Trust is rising from an all-time low in Australia.
But how quickly can our institutions move to regain it? The word on the street (and on Q+A) suggests: not fast enough.
As social and environmental conditions continue to shift, the real-world impact on communities intensifies, and scrutiny of governments, charities, businesses and experts sharpens.
We can look to recent criticism of the Red Cross’ bushfire appeal, and the transparency delivered by the organisation subsequently, to see how trust critically impacts brand and reputation. Even organisations that exist to act in the interest of the greater good, are subject to backlash that can prevent it from doing what it set out to do.
In increasingly challenging times, every organisation, in every sector, must realise: trust is not a nice-to-have; it’s a must-have. It’s a make or break. As an organisation, and as a society, we need it.

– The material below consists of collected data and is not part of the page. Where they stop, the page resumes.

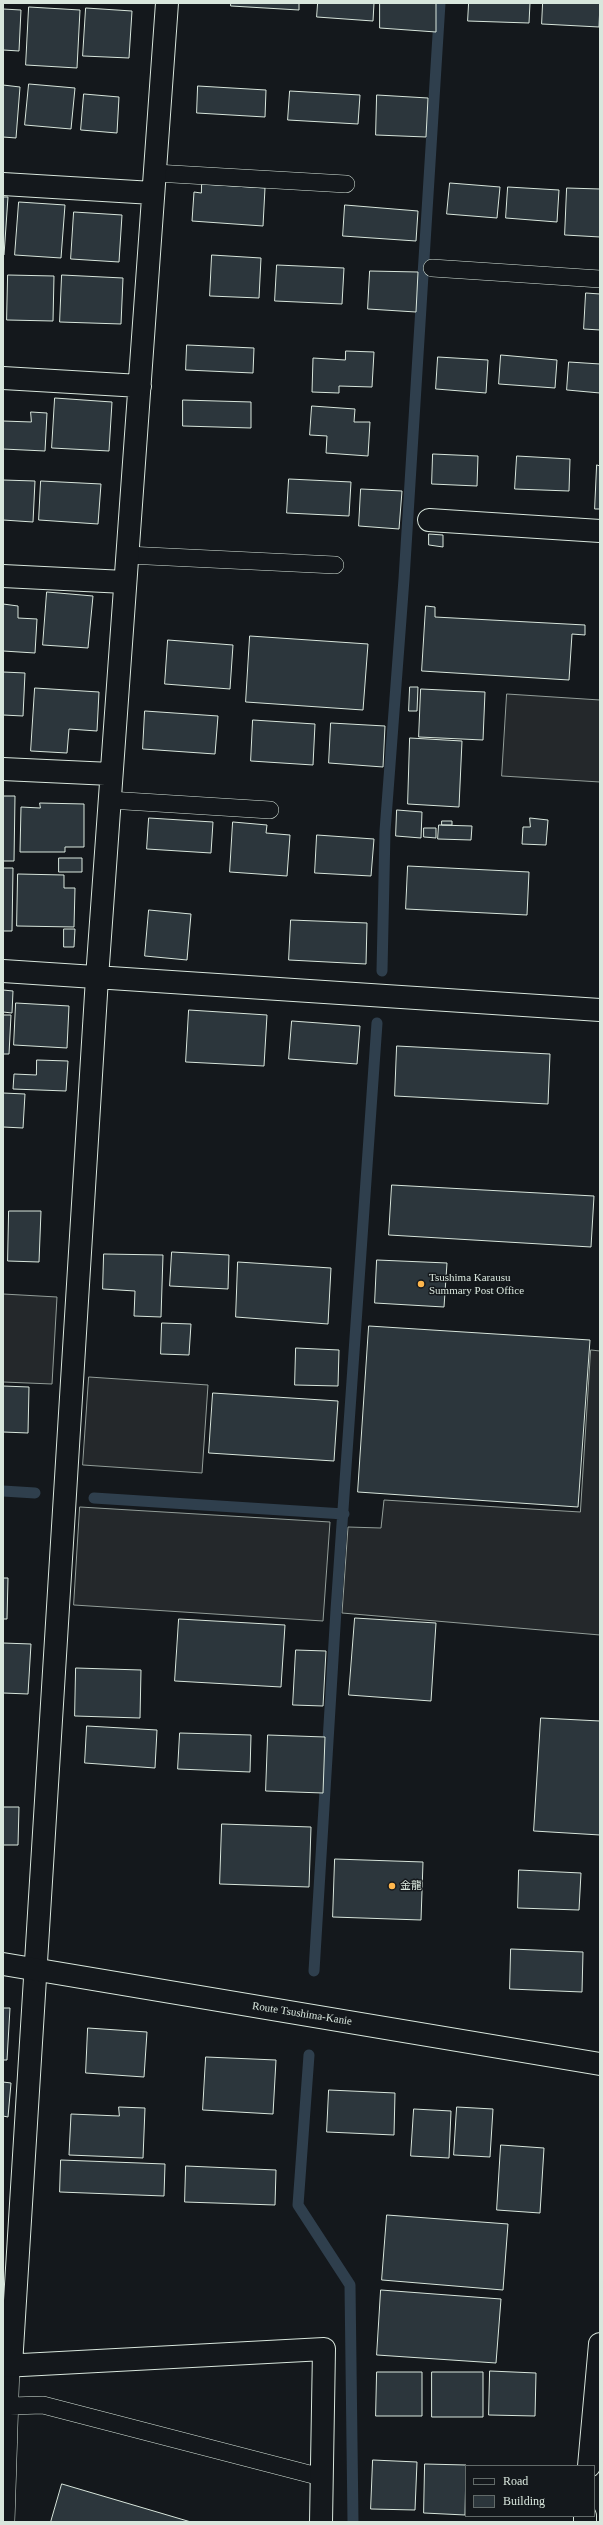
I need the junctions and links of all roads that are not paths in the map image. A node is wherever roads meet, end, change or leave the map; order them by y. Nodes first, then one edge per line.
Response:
1 (167, 3) edge
2 (154, 183) junction
3 (3, 184) edge
4 (346, 184) dead end
5 (432, 268) dead end
6 (600, 279) edge
7 (3, 378) edge
8 (140, 386) junction
9 (429, 520) dead end
10 (600, 531) edge
11 (127, 555) junction
12 (335, 565) dead end
13 (3, 576) edge
14 (125, 582) junction
15 (3, 769) edge
16 (112, 774) junction
17 (109, 800) junction
18 (270, 810) dead end
19 (3, 971) edge
20 (97, 978) junction
21 (600, 1010) edge
22 (3, 1964) edge
23 (37, 1970) junction
24 (600, 2064) edge
25 (600, 2351) edge
26 (7, 2365) edge
27 (10, 2406) junction
28 (589, 2465) edge
29 (322, 2477) junction
30 (6, 2522) edge
31 (321, 2522) edge

1 - 2 street
2 - 3 street
2 - 4 lane
2 - 8 street
5 - 6 lane
7 - 8 street
8 - 11 street
9 - 10 street
11 - 12 lane
11 - 14 street
13 - 14 street
14 - 16 street
15 - 16 street
16 - 17 street
17 - 18 lane
17 - 20 street
19 - 20 street
20 - 21 street
20 - 23 street
22 - 23 street, Route Tsushima-Kanie
23 - 24 street, Route Tsushima-Kanie
23 - 26 street
25 - 28 street
26 - 27 lane
26 - 29 street
27 - 29 lane
27 - 30 lane
29 - 31 street

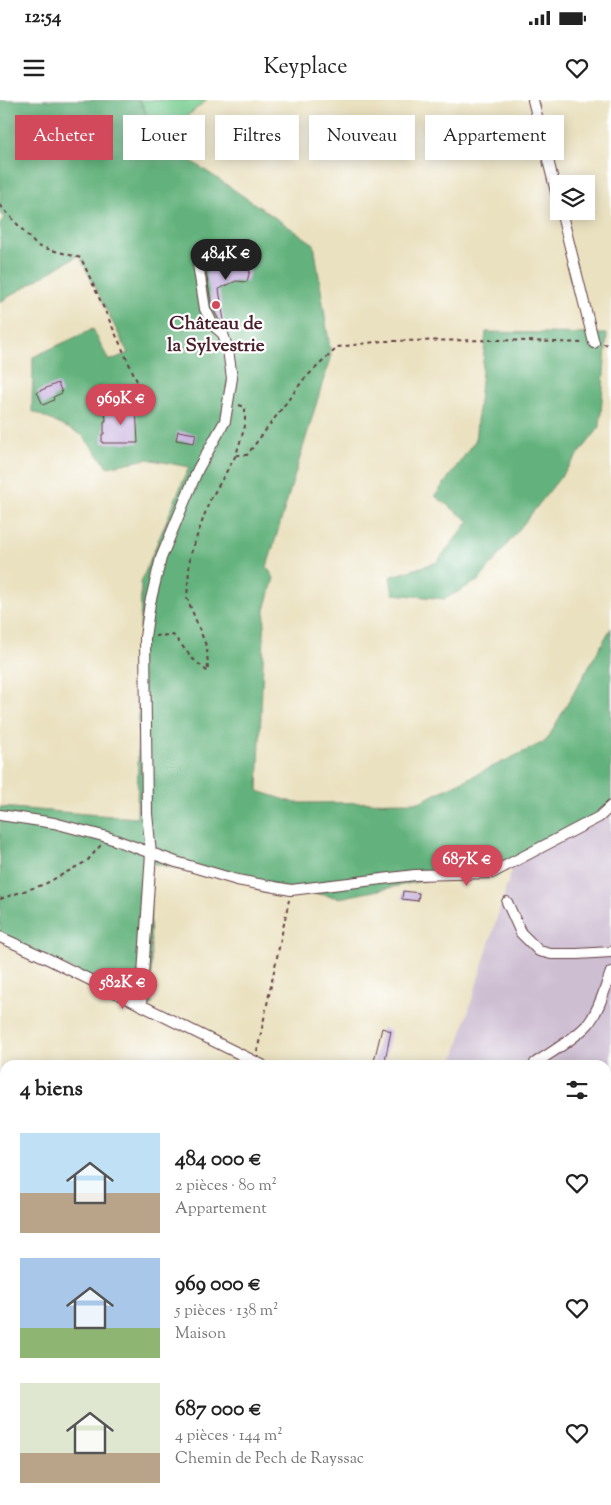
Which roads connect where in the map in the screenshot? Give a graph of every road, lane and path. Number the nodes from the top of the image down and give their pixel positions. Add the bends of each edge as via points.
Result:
1 (533, 100) edge
2 (552, 175) edge
3 (0, 205) edge
4 (563, 220) edge
5 (198, 264) dead end
6 (594, 343) joint
7 (228, 400) junction
8 (149, 414) dead end
9 (236, 455) junction
10 (145, 636) junction
11 (611, 806) edge
12 (0, 815) edge
13 (107, 837) junction
14 (151, 853) junction
15 (291, 890) junction
16 (0, 899) edge
17 (507, 902) dead end
18 (0, 938) edge
19 (611, 952) edge
20 (611, 972) edge
21 (141, 1005) junction
22 (250, 1060) edge
23 (259, 1060) edge
24 (545, 1060) edge

1 - 2 street
3 - 8 path via 37,246 81,258
4 - 6 street
5 - 7 street via 205,308 213,325 223,334 228,350 232,378
6 - 9 path via 383,341 338,347 304,380 247,455
7 - 9 path via 245,407 245,426
7 - 10 street via 225,421 198,469 161,558
9 - 10 path via 209,502 190,556 187,598 206,648 208,672 173,635
10 - 14 street via 147,814
11 - 15 street via 599,817 492,873 415,875
12 - 13 street via 54,823
13 - 14 street
13 - 16 path via 87,861 45,884
14 - 15 street via 238,880
14 - 21 street
15 - 23 path
17 - 19 street via 521,933 539,951 551,954
18 - 21 street
20 - 24 street via 590,1021
21 - 22 street

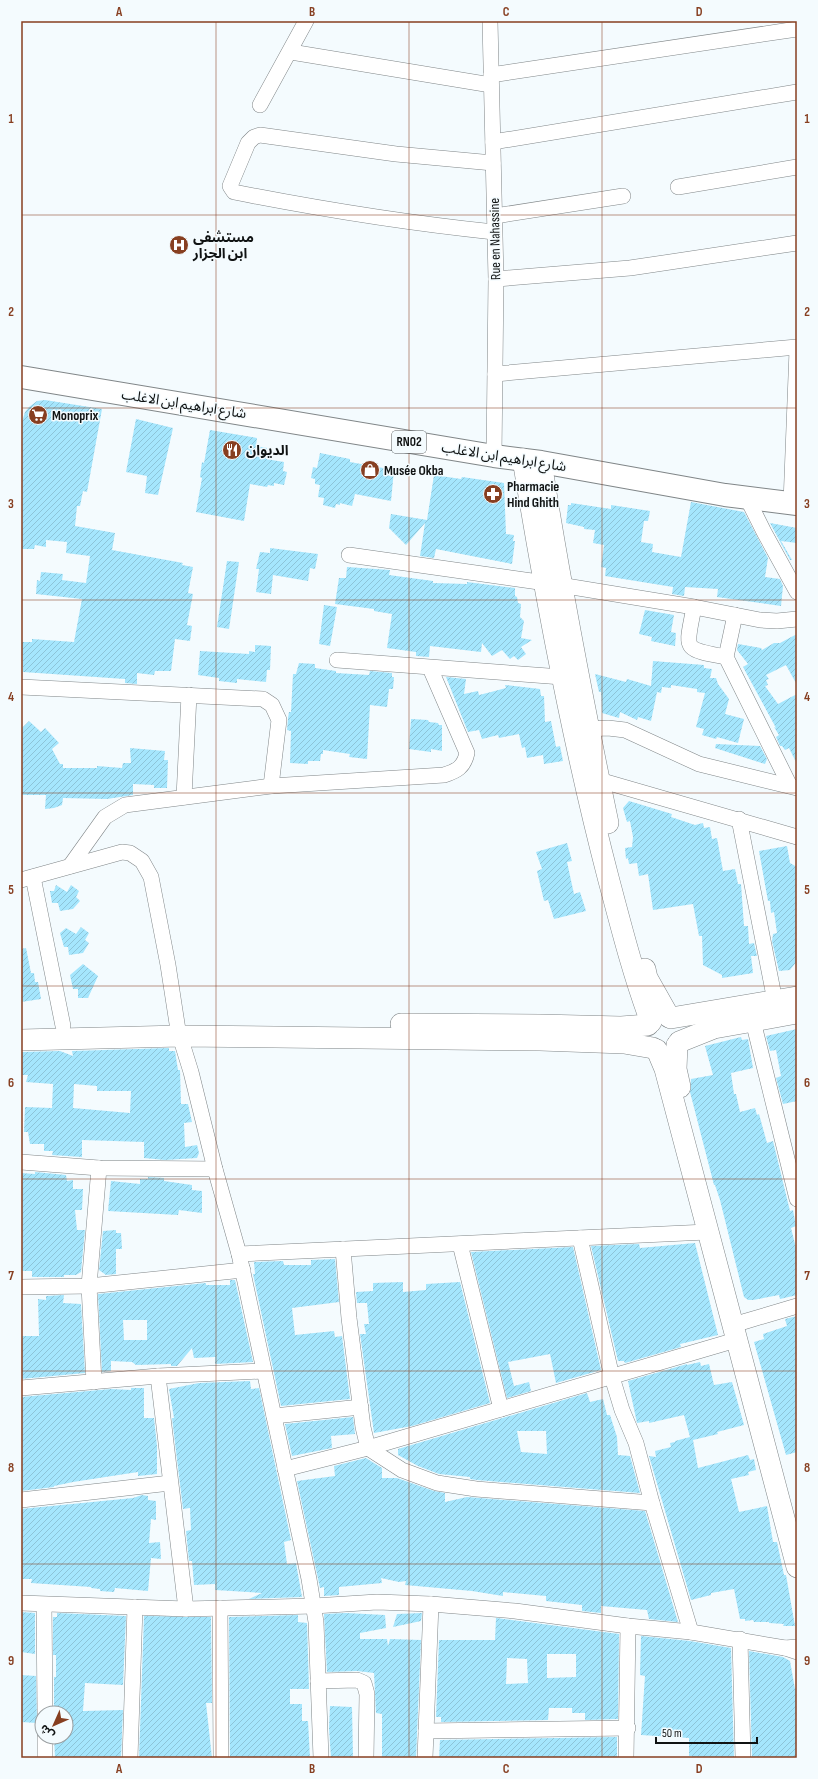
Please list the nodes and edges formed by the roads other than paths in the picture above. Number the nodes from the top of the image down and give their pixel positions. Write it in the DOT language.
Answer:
graph roads {
  1 [pos="306,21"];
  2 [pos="490,21"];
  3 [pos="797,29"];
  4 [pos="291,52"];
  5 [pos="491,80"];
  6 [pos="797,92"];
  7 [pos="260,105"];
  8 [pos="493,142"];
  9 [pos="493,163"];
  10 [pos="797,167"];
  11 [pos="678,187"];
  12 [pos="623,196"];
  13 [pos="495,216"];
  14 [pos="494,232"];
  15 [pos="797,243"];
  16 [pos="496,279"];
  17 [pos="797,347"];
  18 [pos="797,350"];
  19 [pos="495,374"];
  20 [pos="21,377"];
  21 [pos="494,456"];
  22 [pos="532,461"];
  23 [pos="747,498"];
  24 [pos="794,504"];
  25 [pos="349,555"];
  26 [pos="552,584"];
  27 [pos="797,592"];
  28 [pos="694,607"];
  29 [pos="735,615"];
  30 [pos="797,619"];
  31 [pos="726,657"];
  32 [pos="337,660"];
  33 [pos="430,668"];
  34 [pos="562,677"];
  35 [pos="21,687"];
  36 [pos="189,694"];
  37 [pos="587,729"];
  38 [pos="592,781"];
  39 [pos="272,786"];
  40 [pos="794,787"];
  41 [pos="184,797"];
  42 [pos="739,819"];
  43 [pos="797,837"];
  44 [pos="70,866"];
  45 [pos="27,879"];
  46 [pos="797,997"];
  47 [pos="775,1001"];
  48 [pos="797,1013"];
  49 [pos="660,1020"];
  50 [pos="753,1021"];
  51 [pos="63,1026"];
  52 [pos="21,1028"];
  53 [pos="179,1030"];
  54 [pos="21,1040"];
  55 [pos="678,1044"];
  56 [pos="655,1049"];
  57 [pos="21,1162"];
  58 [pos="99,1168"];
  59 [pos="215,1169"];
  60 [pos="797,1199"];
  61 [pos="707,1232"];
  62 [pos="580,1238"];
  63 [pos="460,1244"];
  64 [pos="343,1249"];
  65 [pos="239,1254"];
  66 [pos="243,1270"];
  67 [pos="89,1286"];
  68 [pos="21,1287"];
  69 [pos="797,1306"];
  70 [pos="740,1331"];
  71 [pos="263,1371"];
  72 [pos="158,1376"];
  73 [pos="612,1377"];
  74 [pos="94,1382"];
  75 [pos="21,1388"];
  76 [pos="360,1407"];
  77 [pos="501,1409"];
  78 [pos="274,1416"];
  79 [pos="368,1448"];
  80 [pos="285,1469"];
  81 [pos="170,1483"];
  82 [pos="21,1500"];
  83 [pos="652,1503"];
  84 [pos="797,1524"];
  85 [pos="797,1568"];
  86 [pos="21,1603"];
  87 [pos="431,1604"];
  88 [pos="44,1605"];
  89 [pos="314,1606"];
  90 [pos="135,1607"];
  91 [pos="220,1608"];
  92 [pos="186,1609"];
  93 [pos="628,1626"];
  94 [pos="691,1632"];
  95 [pos="740,1639"];
  96 [pos="793,1649"];
  97 [pos="318,1681"];
  98 [pos="45,1705"];
  99 [pos="628,1728"];
  100 [pos="426,1731"];
  101 [pos="45,1745"];
  102 [pos="45,1758"];
  103 [pos="130,1758"];
  104 [pos="221,1758"];
  105 [pos="321,1758"];
  106 [pos="366,1758"];
  107 [pos="425,1758"];
  108 [pos="626,1758"];
  109 [pos="743,1758"];
  1 -- 4 [label="street"];
  2 -- 5 [label="street, Rue en Nahassine"];
  3 -- 5 [label="street"];
  4 -- 5 [label="street"];
  4 -- 7 [label="street"];
  5 -- 8 [label="street, Rue en Nahassine"];
  6 -- 8 [label="street"];
  8 -- 9 [label="street, Rue en Nahassine"];
  9 -- 13 [label="street, Rue en Nahassine"];
  9 -- 14 [label="street"];
  10 -- 11 [label="street"];
  12 -- 13 [label="street"];
  13 -- 14 [label="street, Rue en Nahassine"];
  14 -- 16 [label="street, Rue en Nahassine"];
  15 -- 16 [label="street"];
  16 -- 19 [label="street, Rue en Nahassine"];
  17 -- 19 [label="street"];
  18 -- 24 [label="street"];
  19 -- 21 [label="street, Rue en Nahassine"];
  20 -- 21 [label="main road, شارع ابراهيم ابن الاغلب / RN02"];
  21 -- 22 [label="main road, شارع ابراهيم ابن الاغلب / RN02"];
  22 -- 23 [label="main road, شارع ابراهيم ابن الاغلب / RN02"];
  22 -- 26 [label="street"];
  23 -- 24 [label="main road, شارع ابراهيم ابن الاغلب / RN02"];
  23 -- 27 [label="street"];
  25 -- 26 [label="street"];
  26 -- 28 [label="street"];
  26 -- 34 [label="street"];
  26 -- 37 [label="street"];
  28 -- 29 [label="street"];
  28 -- 31 [label="street"];
  29 -- 30 [label="street"];
  29 -- 31 [label="street"];
  31 -- 40 [label="street"];
  32 -- 33 [label="street"];
  33 -- 34 [label="street"];
  33 -- 39 [label="street"];
  34 -- 38 [label="street"];
  35 -- 36 [label="street"];
  36 -- 39 [label="street"];
  36 -- 41 [label="street"];
  37 -- 38 [label="street"];
  37 -- 40 [label="street"];
  38 -- 42 [label="street"];
  38 -- 49 [label="street"];
  39 -- 41 [label="street"];
  41 -- 44 [label="street"];
  42 -- 43 [label="street"];
  42 -- 47 [label="street"];
  44 -- 45 [label="street"];
  44 -- 53 [label="street"];
  45 -- 51 [label="street"];
  46 -- 47 [label="street"];
  47 -- 49 [label="street"];
  48 -- 50 [label="street"];
  49 -- 53 [label="street"];
  49 -- 55 [label="street"];
  49 -- 56 [label="street"];
  50 -- 55 [label="street"];
  50 -- 60 [label="street"];
  51 -- 52 [label="street"];
  51 -- 53 [label="street"];
  53 -- 54 [label="street"];
  53 -- 56 [label="street"];
  53 -- 59 [label="street"];
  55 -- 56 [label="street"];
  55 -- 70 [label="street"];
  56 -- 61 [label="street"];
  57 -- 58 [label="street"];
  58 -- 59 [label="street"];
  58 -- 67 [label="street"];
  59 -- 65 [label="street"];
  61 -- 62 [label="street"];
  61 -- 70 [label="street"];
  62 -- 63 [label="street"];
  62 -- 73 [label="street"];
  63 -- 64 [label="street"];
  63 -- 77 [label="street"];
  64 -- 65 [label="street"];
  64 -- 76 [label="street"];
  65 -- 66 [label="street"];
  66 -- 67 [label="street"];
  66 -- 71 [label="street"];
  67 -- 68 [label="street"];
  67 -- 74 [label="street"];
  69 -- 70 [label="street"];
  70 -- 73 [label="street"];
  70 -- 84 [label="street"];
  70 -- 85 [label="street"];
  71 -- 72 [label="street"];
  71 -- 78 [label="street"];
  72 -- 74 [label="street"];
  72 -- 81 [label="street"];
  73 -- 77 [label="street"];
  73 -- 83 [label="street"];
  74 -- 75 [label="street"];
  76 -- 78 [label="street"];
  76 -- 79 [label="street"];
  77 -- 79 [label="street"];
  78 -- 80 [label="street"];
  79 -- 80 [label="street"];
  79 -- 83 [label="street"];
  80 -- 89 [label="street"];
  81 -- 82 [label="street"];
  81 -- 92 [label="street"];
  83 -- 94 [label="street"];
  86 -- 88 [label="street"];
  87 -- 89 [label="street"];
  87 -- 93 [label="street"];
  87 -- 100 [label="street"];
  88 -- 90 [label="street"];
  88 -- 98 [label="street"];
  89 -- 91 [label="street"];
  89 -- 97 [label="street"];
  90 -- 92 [label="street"];
  90 -- 103 [label="street"];
  91 -- 92 [label="street"];
  91 -- 104 [label="street"];
  93 -- 94 [label="street"];
  93 -- 99 [label="street"];
  94 -- 95 [label="street"];
  95 -- 96 [label="street"];
  95 -- 109 [label="street"];
  97 -- 105 [label="street"];
  97 -- 106 [label="street"];
  99 -- 100 [label="street"];
  99 -- 108 [label="street"];
  100 -- 107 [label="street"];
  101 -- 102 [label="street"];
}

Why being a ‘trusted’ brand matters.
For people to trust you, they need to believe that you will do what you say you will, even when they aren’t watching.
With trust, organisations build brand resilience, enabling them to take risks, weather reputational challenges, attract funding, and innovate for growth as their operating environments evolve. It’s a powerful position from which an organisation can achieve its purpose.
Without it, organisations are left vulnerable. Their actions are subject to greater scrutiny, they are at risk of losing their status – be it their position in the market, their voice in the public domain, their capacity to serve the people who rely on them – particularly in moments of crisis when scrutiny of institutions is heightened.
How to build trust – and keep it.
According to the ‘three-C model’, there are three key characteristics that must be clearly and consistently demonstrated to earn, maintain and strengthen stakeholders’ trust over time:
Care (your intent). You express a genuine commitment to doing the ‘right’ thing for your customers and stakeholders.
This can take the form of a purpose statement, that clearly and unequivocally outlines your organisation’s intentions to deliver what your customers, clients and other beneficiaries need. If your business has a shared value strategy, this will state the ‘good’ you deliver, socially and environmentally.
Competence (your capability). You have the skills and knowledge to get the job done.
Competence, alongside ethics (doing the ‘right thing’), are two key components for building trust and, in turn, brand. Yet, no institution – government, NGOs, media or business – is perceived as having both.
NGOs rank positively for ethics, but negatively for competence. The inverse is true for business, while government and media trail behind on both measures.
Character (your integrity and results). You are reliable. You do what you say you will.
This characteristic, in particular, can be expressed in many ways. But critically, you must follow the most important mantra in business communications: show, don’t tell.
Consistent communication and messaging builds trust. It shows that your organisation lives and leads with purpose, everyday.
Campaigns, content marketing and other creative executions tell compelling human-centred stories, targeting messages to reach diverse audiences in the spaces where they’re most likely to engage.
Your results should form the backbone of these stories. Social impact measurement provides data that evidences your achievements as an organisation, and how you’ve worked to increase your impact over time. This is integral insight for shareholders, investors and funders across sectors.
Often, organisations will invest in measurement over communications, or vice versa. But both are critical parts of making it clear that you operate with purpose.
When people see what you do, your purpose is more than just words. It’s worth trusting.